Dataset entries

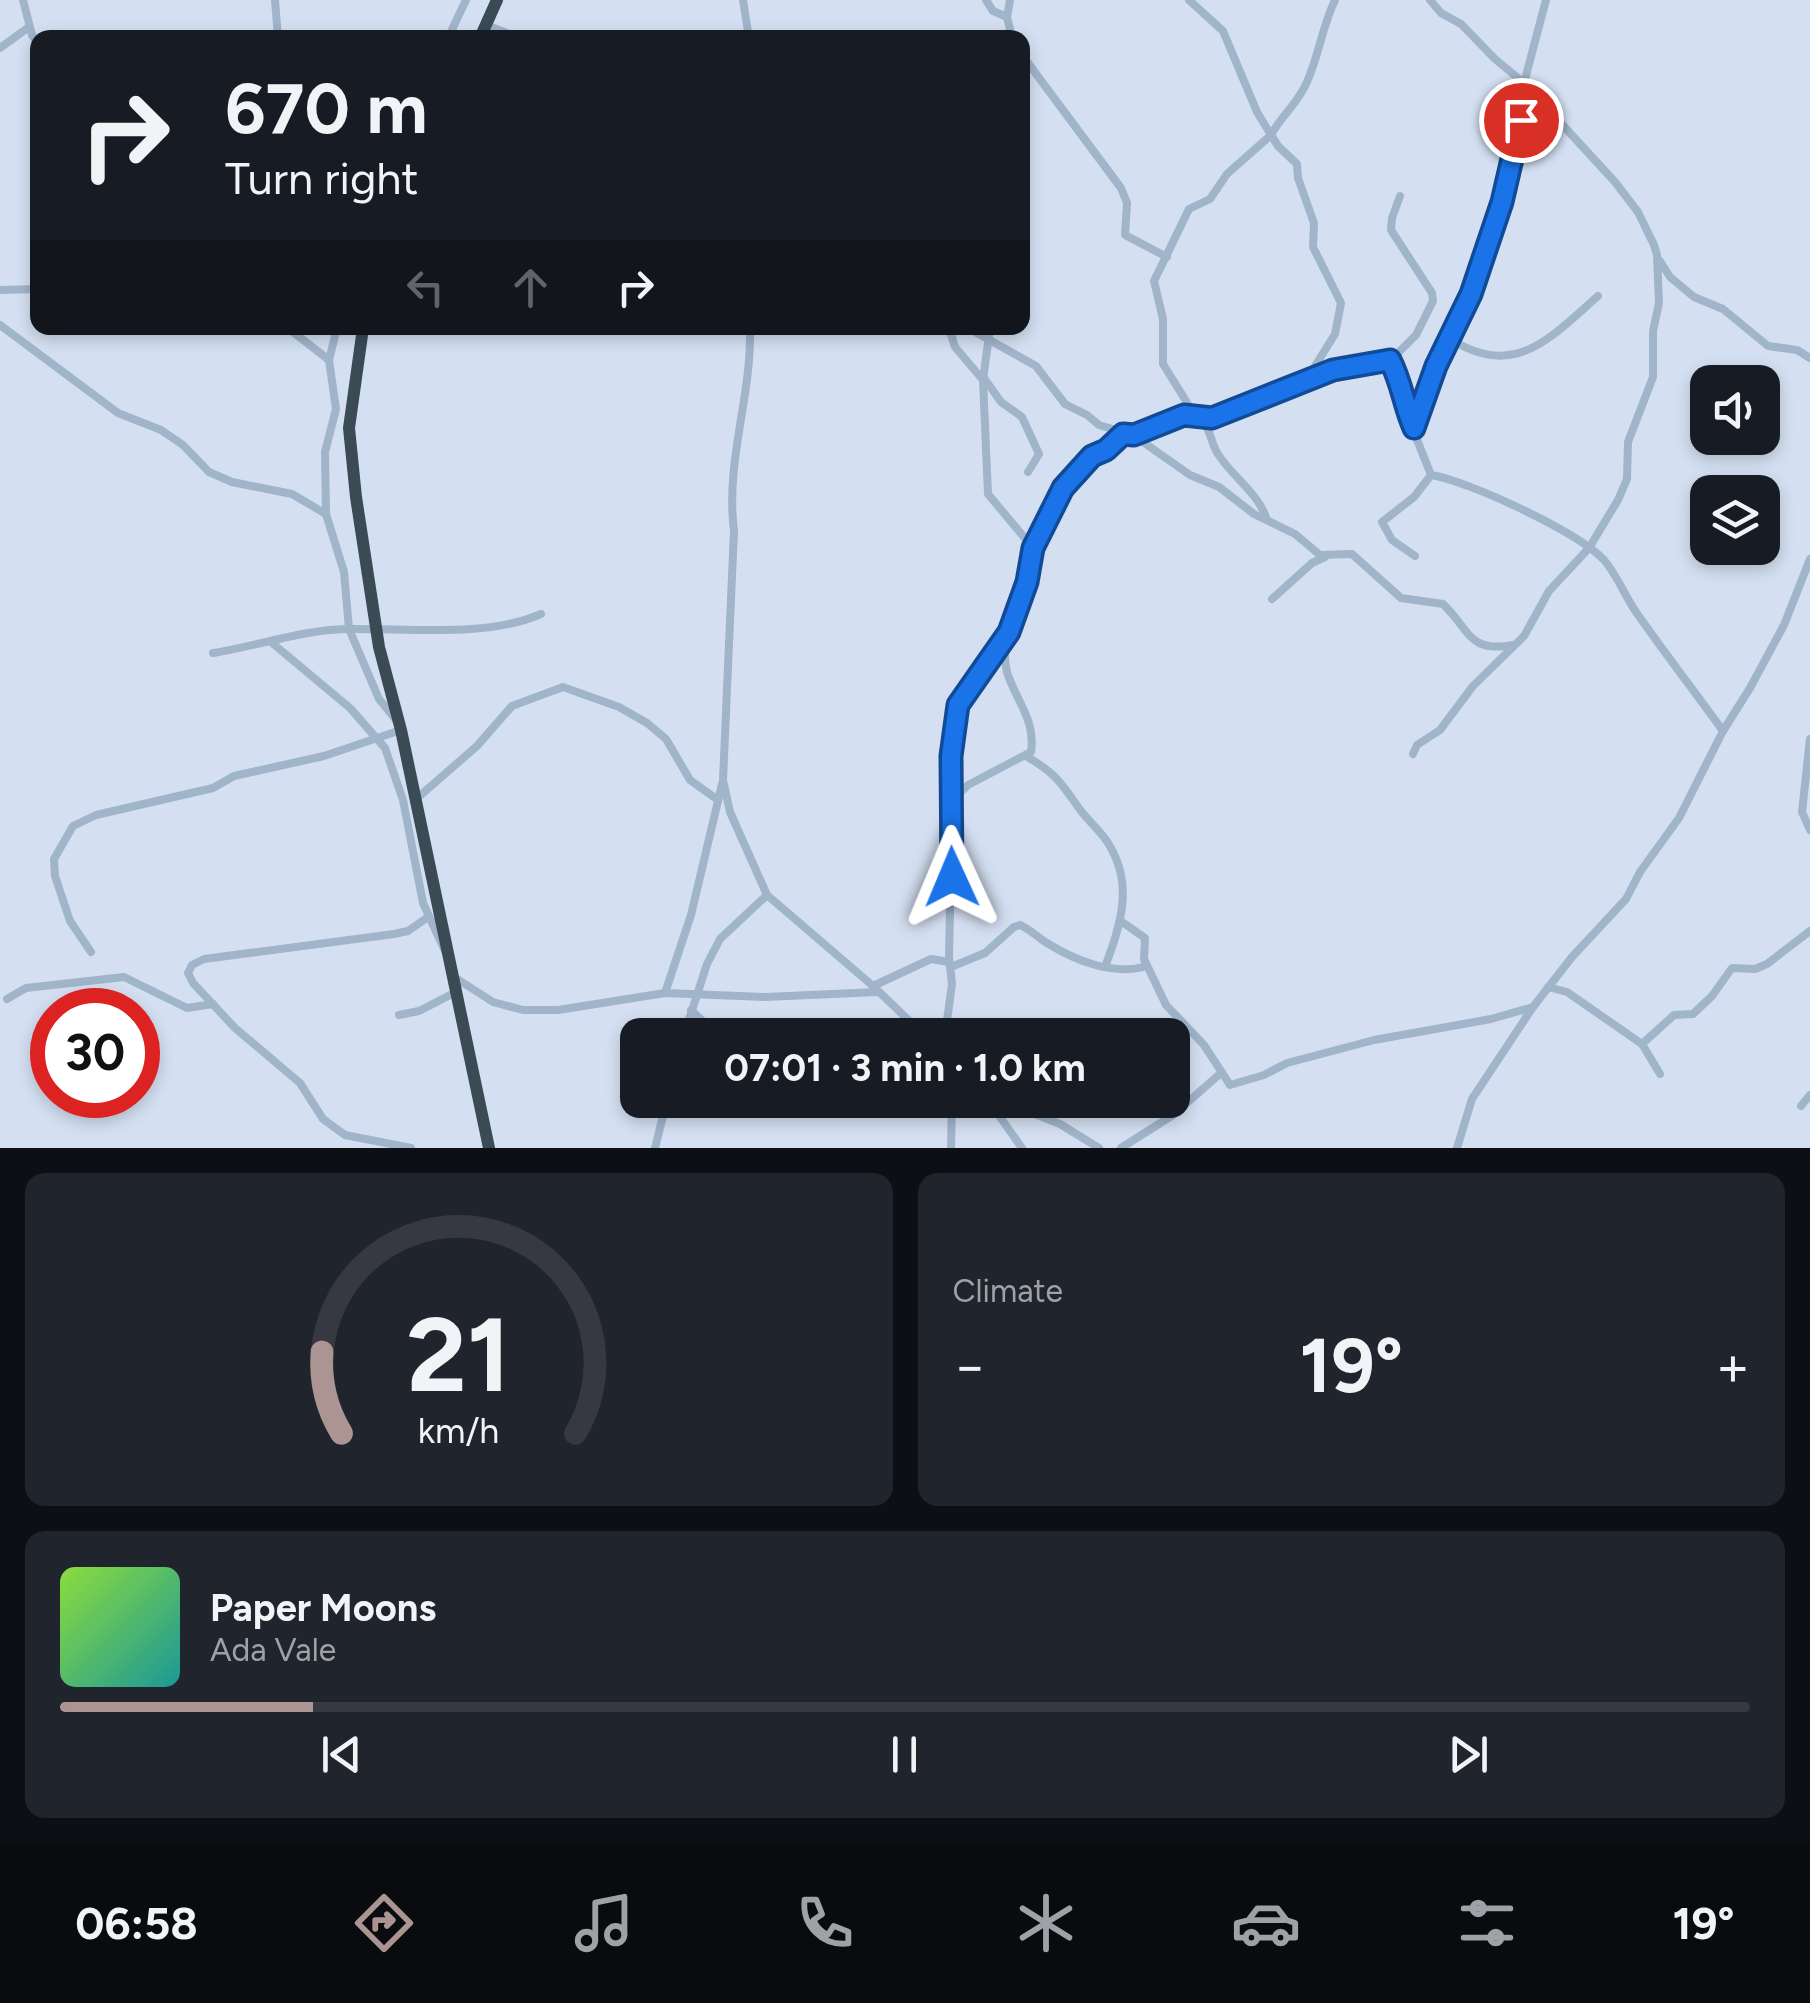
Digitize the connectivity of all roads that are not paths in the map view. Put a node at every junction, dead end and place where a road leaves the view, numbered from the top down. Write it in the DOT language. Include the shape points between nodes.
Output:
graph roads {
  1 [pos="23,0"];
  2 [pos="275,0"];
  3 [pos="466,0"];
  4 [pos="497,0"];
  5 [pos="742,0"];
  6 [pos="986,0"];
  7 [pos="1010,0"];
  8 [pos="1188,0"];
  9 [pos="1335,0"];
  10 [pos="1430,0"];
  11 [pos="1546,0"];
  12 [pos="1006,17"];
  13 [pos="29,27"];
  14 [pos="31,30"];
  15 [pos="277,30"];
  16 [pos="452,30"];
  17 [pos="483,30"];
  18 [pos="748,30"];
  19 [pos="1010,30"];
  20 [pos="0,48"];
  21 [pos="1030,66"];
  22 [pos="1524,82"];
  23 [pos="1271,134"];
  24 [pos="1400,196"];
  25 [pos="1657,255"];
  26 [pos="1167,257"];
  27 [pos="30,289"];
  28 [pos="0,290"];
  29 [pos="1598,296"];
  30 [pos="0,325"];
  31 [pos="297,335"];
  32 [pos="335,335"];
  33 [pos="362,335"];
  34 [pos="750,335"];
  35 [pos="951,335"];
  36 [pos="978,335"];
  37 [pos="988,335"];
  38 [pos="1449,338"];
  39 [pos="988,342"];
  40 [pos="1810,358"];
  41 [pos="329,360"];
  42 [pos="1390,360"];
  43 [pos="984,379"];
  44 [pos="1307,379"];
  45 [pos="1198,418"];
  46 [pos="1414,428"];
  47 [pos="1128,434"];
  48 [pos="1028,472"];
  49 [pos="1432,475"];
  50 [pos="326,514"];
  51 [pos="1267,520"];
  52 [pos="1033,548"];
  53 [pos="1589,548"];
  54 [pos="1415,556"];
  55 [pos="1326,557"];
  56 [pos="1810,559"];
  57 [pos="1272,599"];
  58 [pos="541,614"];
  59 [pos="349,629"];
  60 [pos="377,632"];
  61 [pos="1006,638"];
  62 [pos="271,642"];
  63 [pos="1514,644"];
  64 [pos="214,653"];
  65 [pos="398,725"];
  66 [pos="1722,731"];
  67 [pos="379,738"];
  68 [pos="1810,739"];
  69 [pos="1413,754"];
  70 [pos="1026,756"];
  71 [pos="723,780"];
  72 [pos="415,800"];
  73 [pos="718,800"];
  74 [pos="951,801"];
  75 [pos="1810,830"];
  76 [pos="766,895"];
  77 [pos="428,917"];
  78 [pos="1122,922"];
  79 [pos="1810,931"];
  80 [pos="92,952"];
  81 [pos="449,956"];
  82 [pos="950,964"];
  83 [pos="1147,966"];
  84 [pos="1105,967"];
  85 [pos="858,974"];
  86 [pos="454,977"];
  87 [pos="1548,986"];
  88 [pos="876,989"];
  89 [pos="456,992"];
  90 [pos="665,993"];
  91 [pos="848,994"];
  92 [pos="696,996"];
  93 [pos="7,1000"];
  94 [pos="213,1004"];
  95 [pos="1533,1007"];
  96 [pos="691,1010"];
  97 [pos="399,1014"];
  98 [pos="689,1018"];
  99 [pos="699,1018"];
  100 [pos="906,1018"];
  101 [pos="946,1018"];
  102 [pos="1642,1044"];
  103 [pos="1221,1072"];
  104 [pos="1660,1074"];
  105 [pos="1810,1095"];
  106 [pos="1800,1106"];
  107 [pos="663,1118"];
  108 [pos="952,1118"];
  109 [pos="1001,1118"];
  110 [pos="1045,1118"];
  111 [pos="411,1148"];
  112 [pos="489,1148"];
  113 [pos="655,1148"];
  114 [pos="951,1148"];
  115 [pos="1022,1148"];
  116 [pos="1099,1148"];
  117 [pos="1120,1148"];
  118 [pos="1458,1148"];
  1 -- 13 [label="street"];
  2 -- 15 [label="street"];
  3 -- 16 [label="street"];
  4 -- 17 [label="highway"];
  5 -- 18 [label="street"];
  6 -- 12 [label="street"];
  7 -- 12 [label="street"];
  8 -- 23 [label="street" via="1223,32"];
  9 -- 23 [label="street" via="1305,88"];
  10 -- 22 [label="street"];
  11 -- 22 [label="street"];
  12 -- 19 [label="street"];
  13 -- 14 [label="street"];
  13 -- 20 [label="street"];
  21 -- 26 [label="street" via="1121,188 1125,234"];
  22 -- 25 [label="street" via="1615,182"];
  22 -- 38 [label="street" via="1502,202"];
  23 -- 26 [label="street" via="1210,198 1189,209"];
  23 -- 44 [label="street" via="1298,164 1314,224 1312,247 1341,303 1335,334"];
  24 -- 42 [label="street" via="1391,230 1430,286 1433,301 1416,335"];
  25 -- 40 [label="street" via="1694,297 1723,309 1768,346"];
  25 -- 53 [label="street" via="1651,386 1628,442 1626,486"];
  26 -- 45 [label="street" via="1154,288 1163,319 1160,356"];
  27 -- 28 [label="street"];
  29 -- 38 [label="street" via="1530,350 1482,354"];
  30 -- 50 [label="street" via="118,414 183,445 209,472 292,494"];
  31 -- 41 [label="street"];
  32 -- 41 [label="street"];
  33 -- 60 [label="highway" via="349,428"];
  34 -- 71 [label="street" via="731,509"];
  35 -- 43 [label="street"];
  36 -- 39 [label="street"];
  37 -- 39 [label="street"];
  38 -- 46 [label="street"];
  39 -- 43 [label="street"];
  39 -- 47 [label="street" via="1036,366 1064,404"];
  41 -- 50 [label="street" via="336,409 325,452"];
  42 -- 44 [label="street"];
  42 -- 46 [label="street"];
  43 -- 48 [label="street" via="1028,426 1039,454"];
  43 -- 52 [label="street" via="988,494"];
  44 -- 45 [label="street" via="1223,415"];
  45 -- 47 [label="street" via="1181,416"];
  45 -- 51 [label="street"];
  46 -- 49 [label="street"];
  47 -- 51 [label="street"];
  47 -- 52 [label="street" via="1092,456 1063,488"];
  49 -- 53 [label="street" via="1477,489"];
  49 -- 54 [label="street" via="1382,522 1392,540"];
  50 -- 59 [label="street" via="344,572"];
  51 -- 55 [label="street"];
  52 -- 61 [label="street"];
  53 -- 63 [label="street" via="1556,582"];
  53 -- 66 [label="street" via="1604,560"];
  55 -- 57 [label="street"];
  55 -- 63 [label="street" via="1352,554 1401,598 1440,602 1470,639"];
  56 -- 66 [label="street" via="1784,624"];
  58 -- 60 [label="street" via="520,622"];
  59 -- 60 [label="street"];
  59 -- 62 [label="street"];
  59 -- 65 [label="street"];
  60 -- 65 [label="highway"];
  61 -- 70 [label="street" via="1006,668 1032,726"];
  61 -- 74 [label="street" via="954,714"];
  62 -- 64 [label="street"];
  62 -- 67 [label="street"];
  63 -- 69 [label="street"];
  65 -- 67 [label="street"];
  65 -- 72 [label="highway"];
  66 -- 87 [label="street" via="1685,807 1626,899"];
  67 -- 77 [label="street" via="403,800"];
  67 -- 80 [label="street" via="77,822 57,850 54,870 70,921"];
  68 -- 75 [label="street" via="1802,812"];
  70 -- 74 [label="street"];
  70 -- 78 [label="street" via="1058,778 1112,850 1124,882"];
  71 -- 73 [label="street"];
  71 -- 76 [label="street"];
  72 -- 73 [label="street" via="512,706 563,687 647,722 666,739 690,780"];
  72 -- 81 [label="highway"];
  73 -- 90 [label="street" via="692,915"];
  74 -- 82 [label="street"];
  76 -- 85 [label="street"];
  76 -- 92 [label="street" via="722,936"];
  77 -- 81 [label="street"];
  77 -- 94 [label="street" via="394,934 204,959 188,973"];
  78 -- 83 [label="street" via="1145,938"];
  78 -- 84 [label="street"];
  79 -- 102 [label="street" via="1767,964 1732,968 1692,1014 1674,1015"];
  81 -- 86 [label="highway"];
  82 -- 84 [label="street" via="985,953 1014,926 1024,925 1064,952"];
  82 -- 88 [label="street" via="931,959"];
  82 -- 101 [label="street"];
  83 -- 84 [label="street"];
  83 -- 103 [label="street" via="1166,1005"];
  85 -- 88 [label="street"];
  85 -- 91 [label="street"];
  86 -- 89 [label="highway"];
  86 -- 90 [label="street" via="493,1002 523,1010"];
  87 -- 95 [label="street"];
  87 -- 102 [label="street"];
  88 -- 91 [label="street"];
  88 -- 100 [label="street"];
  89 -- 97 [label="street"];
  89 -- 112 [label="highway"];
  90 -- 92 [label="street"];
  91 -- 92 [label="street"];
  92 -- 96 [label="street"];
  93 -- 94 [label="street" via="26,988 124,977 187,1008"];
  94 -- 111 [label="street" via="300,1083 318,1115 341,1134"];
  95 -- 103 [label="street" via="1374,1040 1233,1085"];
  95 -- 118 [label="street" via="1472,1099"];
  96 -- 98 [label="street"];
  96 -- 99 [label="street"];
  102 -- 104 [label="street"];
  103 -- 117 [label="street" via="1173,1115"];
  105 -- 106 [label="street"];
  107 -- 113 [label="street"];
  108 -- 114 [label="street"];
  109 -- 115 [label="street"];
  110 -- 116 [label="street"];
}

_TASK DETAILS_. Scan the data for lines with the word "roads". Report only how many there are.

_REPLY_. 2